— AVAILABLE DATA —
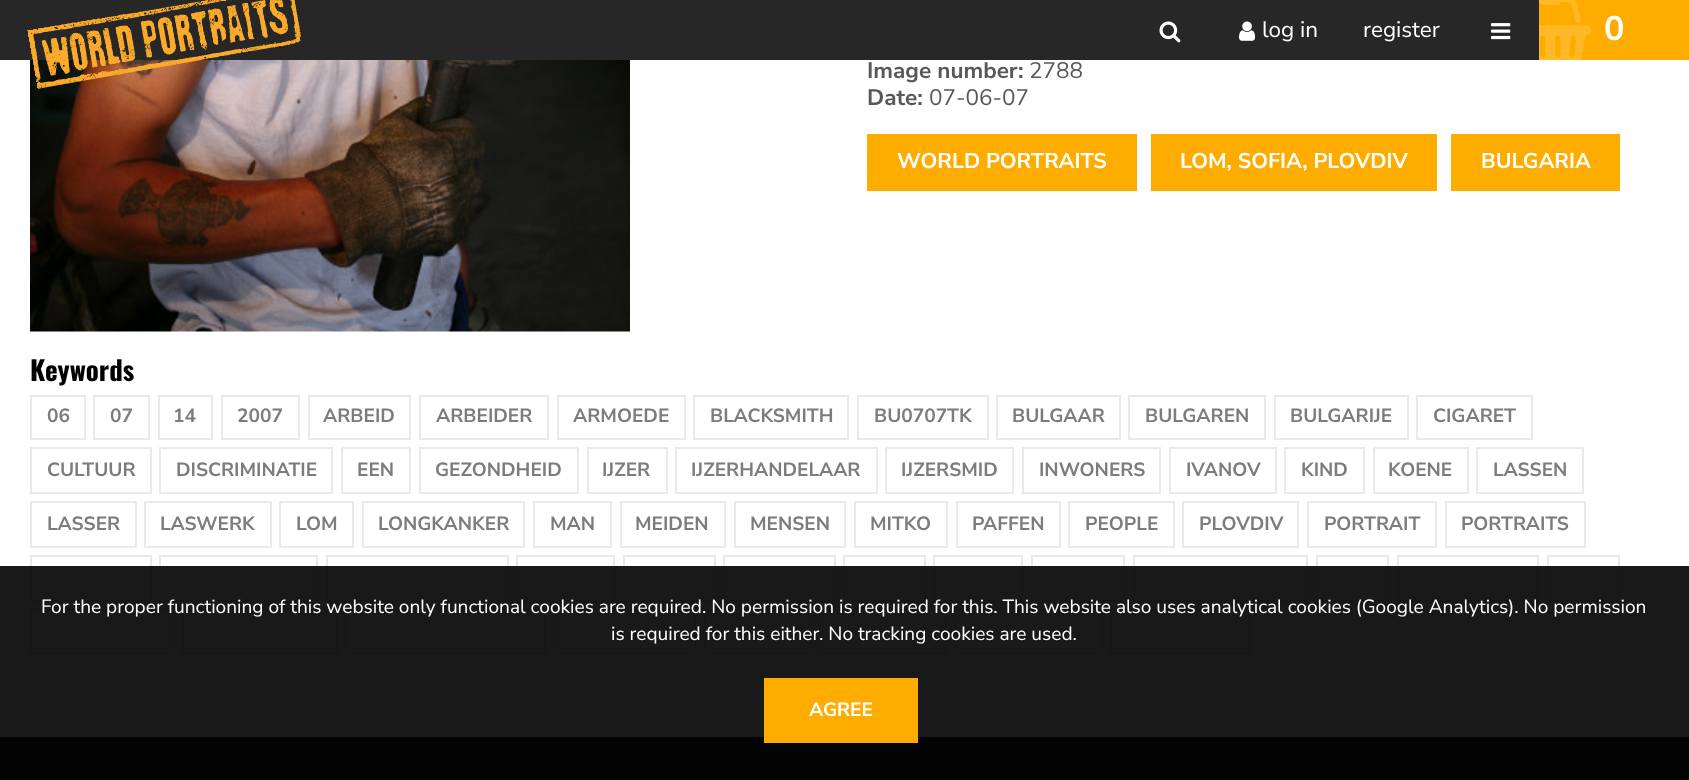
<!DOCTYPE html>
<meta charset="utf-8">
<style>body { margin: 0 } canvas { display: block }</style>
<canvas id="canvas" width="1689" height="780"></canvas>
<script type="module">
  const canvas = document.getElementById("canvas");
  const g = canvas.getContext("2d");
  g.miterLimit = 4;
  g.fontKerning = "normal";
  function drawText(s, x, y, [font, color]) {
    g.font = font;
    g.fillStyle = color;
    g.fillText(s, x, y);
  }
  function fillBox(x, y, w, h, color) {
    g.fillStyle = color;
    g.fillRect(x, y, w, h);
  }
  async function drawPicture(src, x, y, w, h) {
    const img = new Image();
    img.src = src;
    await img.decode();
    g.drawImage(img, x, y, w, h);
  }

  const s1 = ["22.5px Nunito Sans", "#FFFFFF"];
  const s2 = ["bold 34px Nunito Sans", "#FFFFFF"];
  const s3 = ["bold 22.5px Nunito Sans", "#585858"];
  const s4 = ["22.5px Nunito Sans", "#585858"];
  const s5 = ["bold 21.4px Nunito Sans", "#FFFFFF"];
  const s6 = ["bold 27px Oswald", "#000000"];
  const s7 = ["bold 19.12px Nunito Sans", "#7A7C7F"];
  const s8 = ["19.12px Nunito Sans", "#FFFFFF"];
  const s9 = ["bold 19.12px Nunito Sans", "#FFFFFF"];

  fillBox(0, 0, 1689, 780, "#FFFFFF");
  fillBox(0, 0, 1539, 60, "#272727");
  await drawPicture("pic6.png", 30, 60, 600, 272);
  await drawPicture("pic1.png", 27, 0, 274, 89);
  await drawPicture("pic2.png", 1159, 21, 22, 22);
  await drawPicture("pic3.png", 1239, 21, 17, 20);
  drawText("log in", 1262, 37, s1);
  drawText("register", 1363, 37, s1);
  await drawPicture("pic4.png", 1491, 23, 20, 17);
  fillBox(1539, 0, 150, 60, "#FFAC00");
  await drawPicture("pic5.png", 1539, 0, 53, 60);
  drawText("0", 1604, 40, s2);
  drawText("Image number:", 867, 78, s3);
  drawText("2788", 1029, 78, s4);
  drawText("Date:", 867, 105, s3);
  drawText("07-06-07", 929, 105, s4);
  fillBox(867, 134, 270, 57, "#FFAC00");
  drawText("WORLD PORTRAITS", 897, 168, s5);
  fillBox(1151, 134, 286, 57, "#FFAC00");
  drawText("LOM, SOFIA, PLOVDIV", 1180, 168, s5);
  fillBox(1451, 134, 169, 57, "#FFAC00");
  drawText("BULGARIA", 1481, 168, s5);
  drawText("Keywords", 30, 381, s6);
  g.strokeStyle = "#EAEAEA";
  g.lineWidth = 2;
  g.strokeRect(31, 396, 54, 43);
  drawText("06", 47, 422, s7);
  g.strokeRect(94, 396, 55, 43);
  drawText("07", 110, 422, s7);
  g.strokeRect(159, 396, 53, 43);
  drawText("14", 173, 422, s7);
  g.strokeRect(222, 396, 77, 43);
  drawText("2007", 237, 422, s7);
  g.strokeRect(309, 396, 101, 43);
  drawText("ARBEID", 323, 422, s7);
  g.strokeRect(420, 396, 128, 43);
  drawText("ARBEIDER", 436, 422, s7);
  g.strokeRect(558, 396, 127, 43);
  drawText("ARMOEDE", 573, 422, s7);
  g.strokeRect(694, 396, 154, 43);
  drawText("BLACKSMITH", 710, 422, s7);
  g.strokeRect(858, 396, 130, 43);
  drawText("BU0707TK", 874, 422, s7);
  g.strokeRect(997, 396, 123, 43);
  drawText("BULGAAR", 1012, 422, s7);
  g.strokeRect(1129, 396, 136, 43);
  drawText("BULGAREN", 1145, 422, s7);
  g.strokeRect(1275, 396, 133, 43);
  drawText("BULGARIJE", 1290, 422, s7);
  g.strokeRect(1417, 396, 115, 43);
  drawText("CIGARET", 1433, 422, s7);
  g.strokeRect(31, 448, 120, 45);
  drawText("CULTUUR", 47, 476, s7);
  g.strokeRect(160, 448, 172, 45);
  drawText("DISCRIMINATIE", 176, 476, s7);
  g.strokeRect(342, 448, 68, 45);
  drawText("EEN", 357, 476, s7);
  g.strokeRect(420, 448, 158, 45);
  drawText("GEZONDHEID", 435, 476, s7);
  g.strokeRect(588, 448, 79, 45);
  drawText("IJZER", 602, 476, s7);
  g.strokeRect(676, 448, 201, 45);
  drawText("IJZERHANDELAAR", 691, 476, s7);
  g.strokeRect(886, 448, 127, 45);
  drawText("IJZERSMID", 901, 476, s7);
  g.strokeRect(1023, 448, 137, 45);
  drawText("INWONERS", 1039, 476, s7);
  g.strokeRect(1170, 448, 106, 45);
  drawText("IVANOV", 1186, 476, s7);
  g.strokeRect(1285, 448, 79, 45);
  drawText("KIND", 1301, 476, s7);
  g.strokeRect(1374, 448, 94, 45);
  drawText("KOENE", 1388, 476, s7);
  g.strokeRect(1477, 448, 106, 45);
  drawText("LASSEN", 1493, 476, s7);
  g.strokeRect(31, 502, 105, 45);
  drawText("LASSER", 47, 530, s7);
  g.strokeRect(145, 502, 126, 45);
  drawText("LASWERK", 160, 530, s7);
  g.strokeRect(280, 502, 73, 45);
  drawText("LOM", 296, 530, s7);
  g.strokeRect(363, 502, 161, 45);
  drawText("LONGKANKER", 378, 530, s7);
  g.strokeRect(534, 502, 77, 45);
  drawText("MAN", 550, 530, s7);
  g.strokeRect(621, 502, 104, 45);
  drawText("MEIDEN", 635, 530, s7);
  g.strokeRect(735, 502, 110, 45);
  drawText("MENSEN", 750, 530, s7);
  g.strokeRect(855, 502, 92, 45);
  drawText("MITKO", 870, 530, s7);
  g.strokeRect(957, 502, 103, 45);
  drawText("PAFFEN", 972, 530, s7);
  g.strokeRect(1069, 502, 105, 45);
  drawText("PEOPLE", 1085, 530, s7);
  g.strokeRect(1183, 502, 115, 45);
  drawText("PLOVDIV", 1199, 530, s7);
  g.strokeRect(1308, 502, 128, 45);
  drawText("PORTRAIT", 1324, 530, s7);
  g.strokeRect(1446, 502, 139, 45);
  drawText("PORTRAITS", 1461, 530, s7);
  g.strokeRect(31, 556, 120, 45);
  g.strokeRect(160, 556, 157, 45);
  g.strokeRect(327, 556, 181, 45);
  g.strokeRect(517, 556, 97, 45);
  g.strokeRect(624, 556, 91, 45);
  g.strokeRect(724, 556, 111, 45);
  g.strokeRect(844, 556, 81, 45);
  g.strokeRect(934, 556, 88, 45);
  g.strokeRect(1032, 556, 92, 45);
  g.strokeRect(1134, 556, 173, 45);
  g.strokeRect(1317, 556, 71, 45);
  g.strokeRect(1398, 556, 140, 45);
  g.strokeRect(1548, 556, 71, 45);
  g.strokeRect(31, 610, 142, 43);
  g.strokeRect(183, 610, 154, 43);
  g.strokeRect(346, 610, 199, 43);
  g.strokeRect(555, 610, 140, 43);
  g.strokeRect(705, 610, 106, 43);
  g.strokeRect(820, 610, 126, 43);
  g.strokeRect(955, 610, 147, 43);
  g.strokeRect(1111, 610, 139, 43);
  fillBox(0, 737, 1689, 43, "#272727");
  fillBox(0, 566, 1689, 214, "rgba(0, 0, 0, 0.9)");
  drawText("For the proper functioning of this website only functional cookies are required. No permission is required for this. This website also uses analytical cookies (Google Analytics). No permission", 41, 613, s8);
  drawText("is required for this either. No tracking cookies are used.", 611, 640, s8);
  fillBox(764, 678, 154, 65, "#FFAC00");
  drawText("AGREE", 809, 716, s9);
</script>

— TASK REQUIREMENTS —
Report the number of lines in the listing that hold the string "color", and nothing else.

— COMPLETED TASK —
4